MY PERSONAL BRIGHT SIDES TO HAVING THIS CONDITION 

 

For the first few years of me writing and blogging online, I wrote articles about my personal struggles with that high-functioning form of autism known as Asperger’s Syndrome.

I wrote about being thought of by many as a little strange at best and an insensitive, annoying dork who doesn’t realize that he is at worst, consequently being bullied and shunned during my formative years.

I have also detailed how being an “aspie” has contributed to depriving me of the ability to keep a job for any significant length of time, due to my inability to work well or cooperate with co-workers who I feel interact with me in a “You’re an inferior” manner, as well as certain authority figures whose interactions with me had led me to see them as totalitarian oppressors.

It became clear many years ago that having this condition has been a struggle for me, in that milestones such as being married to a woman I love with 2.5 kids in suburbia, a four-bedroom ranch house, and a career that’s fulfilling to the point where I can’t wait to get out of bed every morning to go to work has seemingly been too difficult a goal to attain, while most of my non-autistic peers were achieving that “American Dream” with relative ease.

However…

Surprisingly enough, it’s not my intention to write a “Poor Me” dirge as I have written enough of those over the years.

As much as having Asperger’s has not been fun from a social standpoint, I realized some time ago that there have been, and are, some benefits that I have had in having AS.

With Asperger’s manifesting itself in various ways with various people – I often like to say that people who are aspies are like something that I’ve never seen due to living in sunny Southern California all of my life; snowflakes, as no two are exactly alike – here are the ways that AS has benefitted me:

 

1.   At the risk of sounding arrogant, it has led me to being academically ahead of many of my schoolmates during my elementary and junior high school years.
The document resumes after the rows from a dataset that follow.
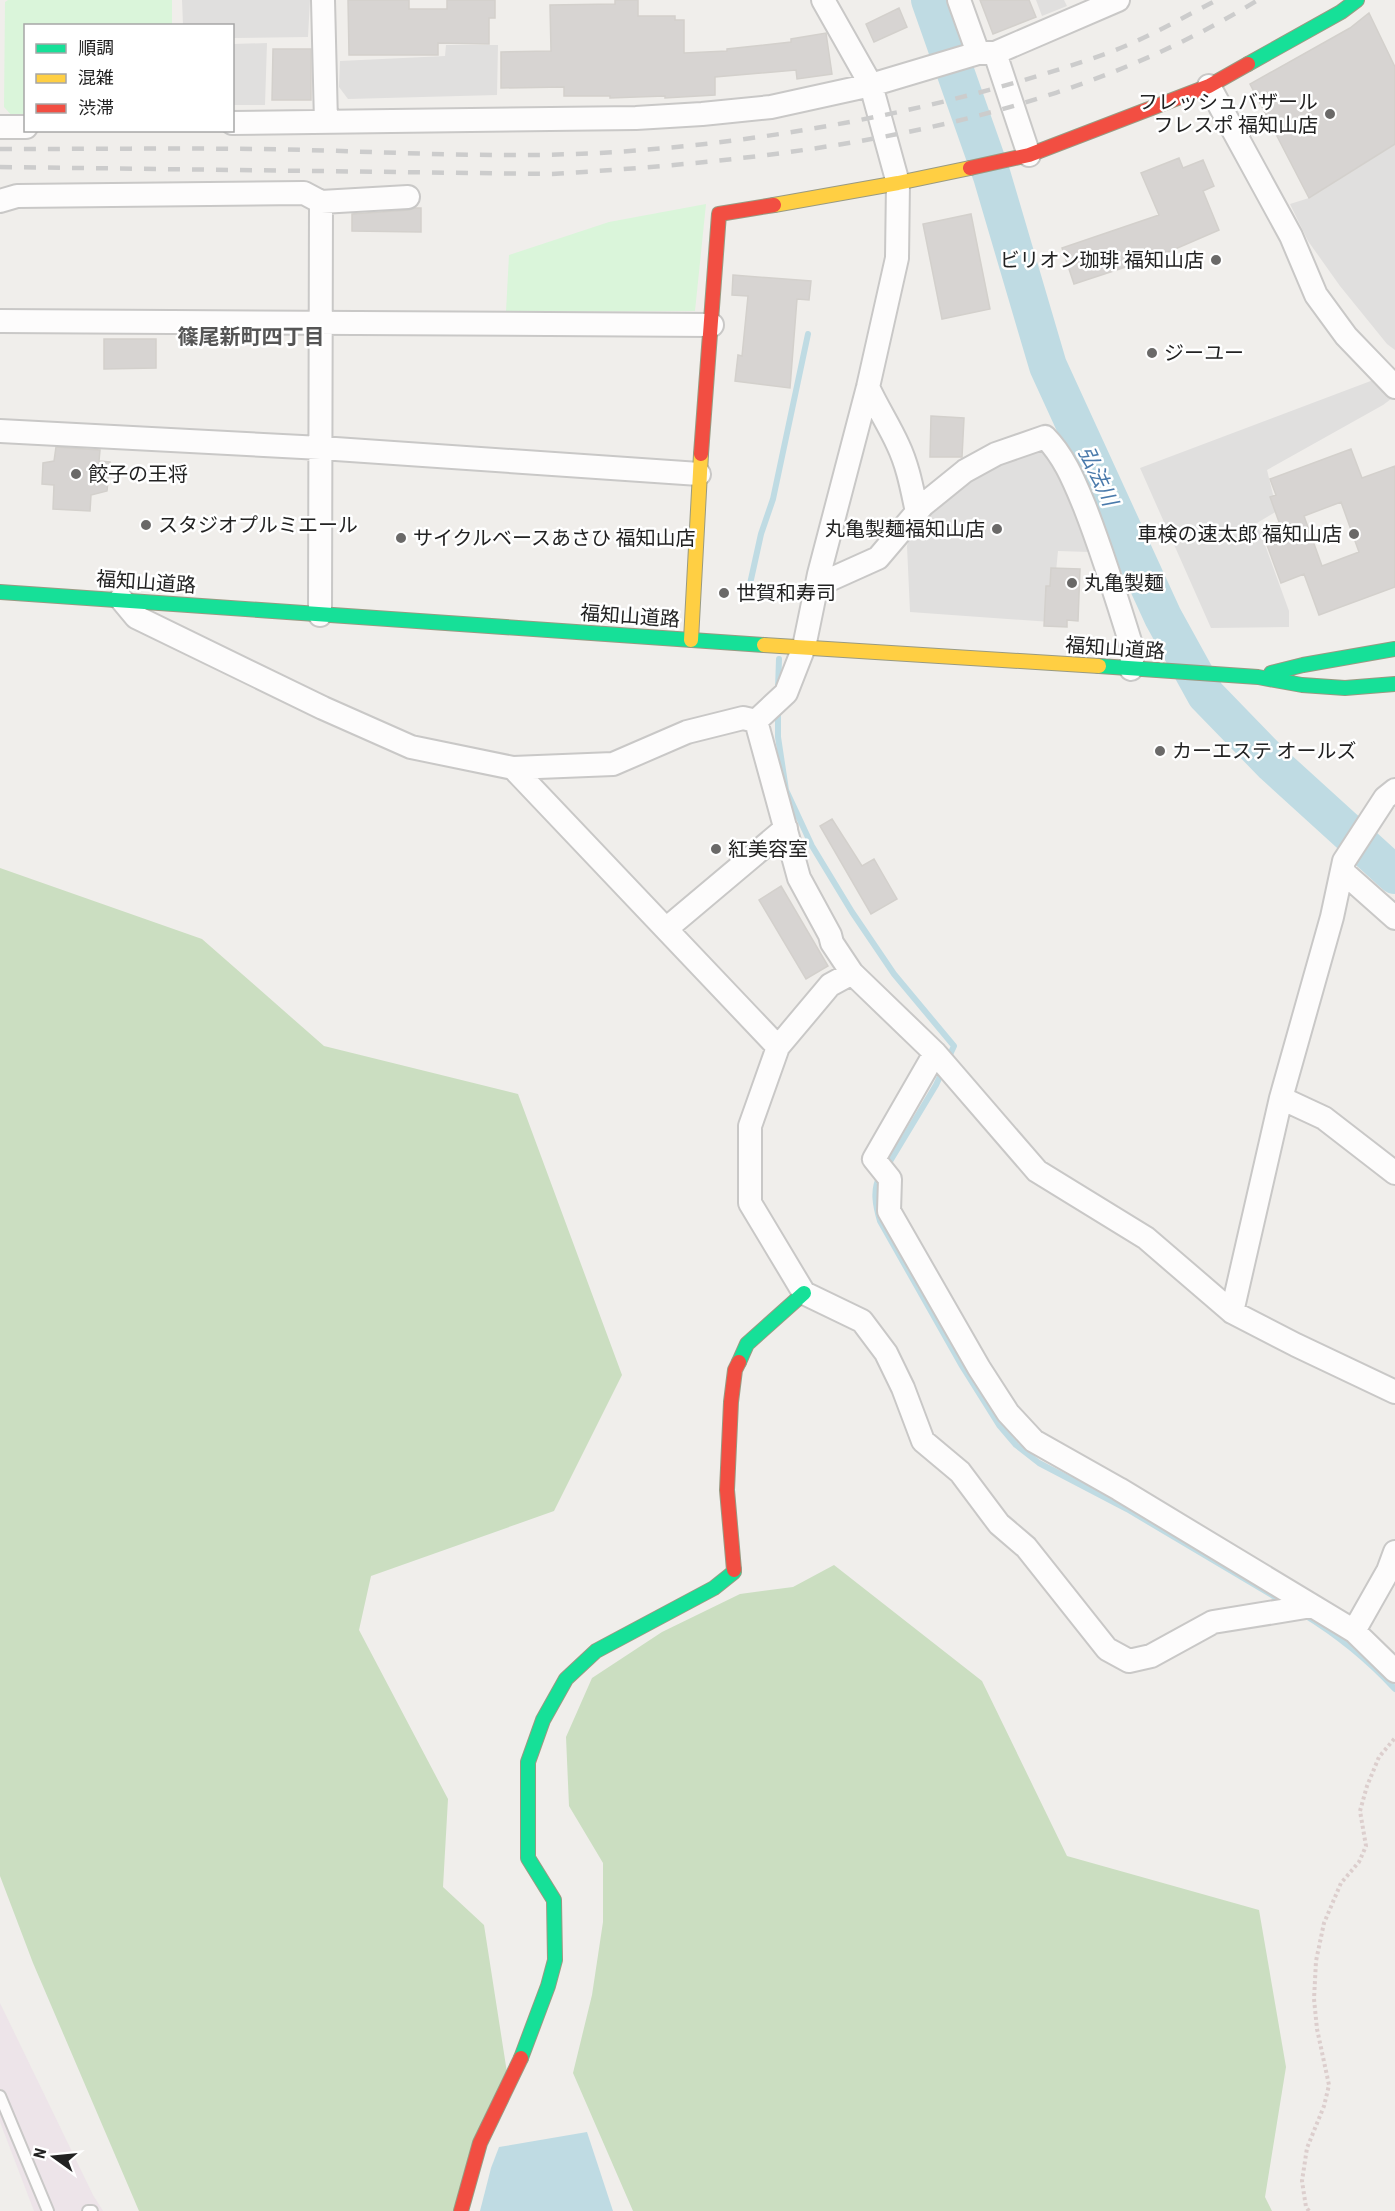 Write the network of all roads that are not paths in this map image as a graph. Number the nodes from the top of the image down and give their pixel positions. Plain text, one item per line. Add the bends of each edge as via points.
1 (324, 0) edge
2 (823, 0) edge
3 (959, 0) edge
4 (1118, 0) edge
5 (1344, 4) edge
6 (987, 53) junction
7 (870, 85) junction
8 (1209, 86) junction
9 (326, 122) junction
10 (234, 123) edge
11 (0, 127) edge
12 (24, 127) edge
13 (1029, 154) junction
14 (898, 183) junction
15 (408, 197) dead end
16 (0, 201) edge
17 (321, 202) junction
18 (0, 321) edge
19 (321, 321) junction
20 (712, 325) junction
21 (868, 387) junction
22 (1395, 387) edge
23 (0, 431) edge
24 (321, 448) junction
25 (699, 474) junction
26 (917, 512) junction
27 (818, 585) junction
28 (0, 592) edge
29 (121, 599) junction
30 (320, 615) junction
31 (691, 640) junction
32 (804, 647) junction
33 (1395, 649) edge
34 (1131, 669) junction
35 (1258, 677) junction
36 (1395, 684) edge
37 (756, 721) junction
38 (513, 768) junction
39 (1395, 790) edge
40 (786, 828) junction
41 (1342, 871) junction
42 (1395, 918) edge
43 (666, 928) junction
44 (852, 973) junction
45 (778, 1047) junction
46 (935, 1053) junction
47 (1281, 1098) junction
48 (1395, 1173) edge
49 (804, 1293) junction
50 (1232, 1312) junction
51 (1395, 1392) edge
52 (1395, 1552) edge
53 (1312, 1606) junction
54 (1354, 1631) junction
55 (1395, 1671) edge
56 (0, 2096) edge
57 (48, 2211) edge
58 (461, 2211) edge

1 - 9 street
2 - 7 street
3 - 6 street
4 - 6 street
5 - 8 main road
6 - 7 street
6 - 13 street
7 - 9 street via 771,107 702,114
7 - 14 street
8 - 13 main road
8 - 22 street via 1291,237 1316,295 1346,336
9 - 10 street
11 - 12 street
13 - 14 main road
14 - 20 main road via 718,214
14 - 21 street via 897,258
15 - 17 street
16 - 17 street via 17,196 304,193
17 - 19 street
18 - 19 street
19 - 20 street
19 - 24 street
20 - 25 main road
21 - 26 street via 898,444
21 - 27 street
23 - 24 street
24 - 25 street
24 - 30 street
25 - 31 main road
26 - 27 street via 878,558
26 - 34 street via 965,471 996,454 1046,437 1058,450 1098,539 1133,651
27 - 32 street
28 - 29 main road, 福知山道路
29 - 30 main road, 福知山道路
29 - 38 street via 136,617 411,747
30 - 31 main road, 福知山道路
31 - 32 main road, 福知山道路
32 - 34 main road, 福知山道路
32 - 37 street via 786,693
33 - 35 main road, 福知山道路
34 - 35 main road, 福知山道路
35 - 36 main road, 福知山道路 via 1345,688
37 - 38 street via 743,718 687,732 613,764
37 - 40 street
38 - 43 street
39 - 41 street via 1385,798 1344,861
40 - 43 street
40 - 44 street via 799,879 832,944
41 - 42 street
41 - 47 street
43 - 45 street
44 - 45 street via 830,985
44 - 46 street
45 - 49 street via 750,1126 750,1203
46 - 50 street via 1037,1171 1146,1238
46 - 53 street via 874,1160 890,1179 889,1211 1008,1413 1034,1442
47 - 48 street via 1324,1118
47 - 50 street
49 - 53 street via 862,1321 886,1353 923,1441 960,1472 999,1524 1026,1547 1107,1649 1129,1661 1152,1656 1213,1622
49 - 58 main road via 747,1344 735,1370 727,1490 734,1572 714,1588 596,1651 566,1679 543,1720 528,1762 528,1858 554,1900 555,1960 518,2067 480,2143
50 - 51 street
52 - 54 street
53 - 54 street
54 - 55 street
56 - 57 lane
I was reading at age two, tested at an 11th grade level in grammar and reading comprehension in sixth grade, and for the majority of my K-12 years was put in gifted and advanced placement classes.

In short, I was one of those smart kids, getting more than my share of A’s for the first eight or nine years of my schooling.

2.   Like other aspies, I had a complete fixation with certain things and subjects during my early days, the subject being maps and globes in my case.

Because of that, I could tell you how to get somewhere in whichever city I lived in, as I can recall tracing street maps off of atlases and the backs of telephone books, staring at and memorizing them for hours on end.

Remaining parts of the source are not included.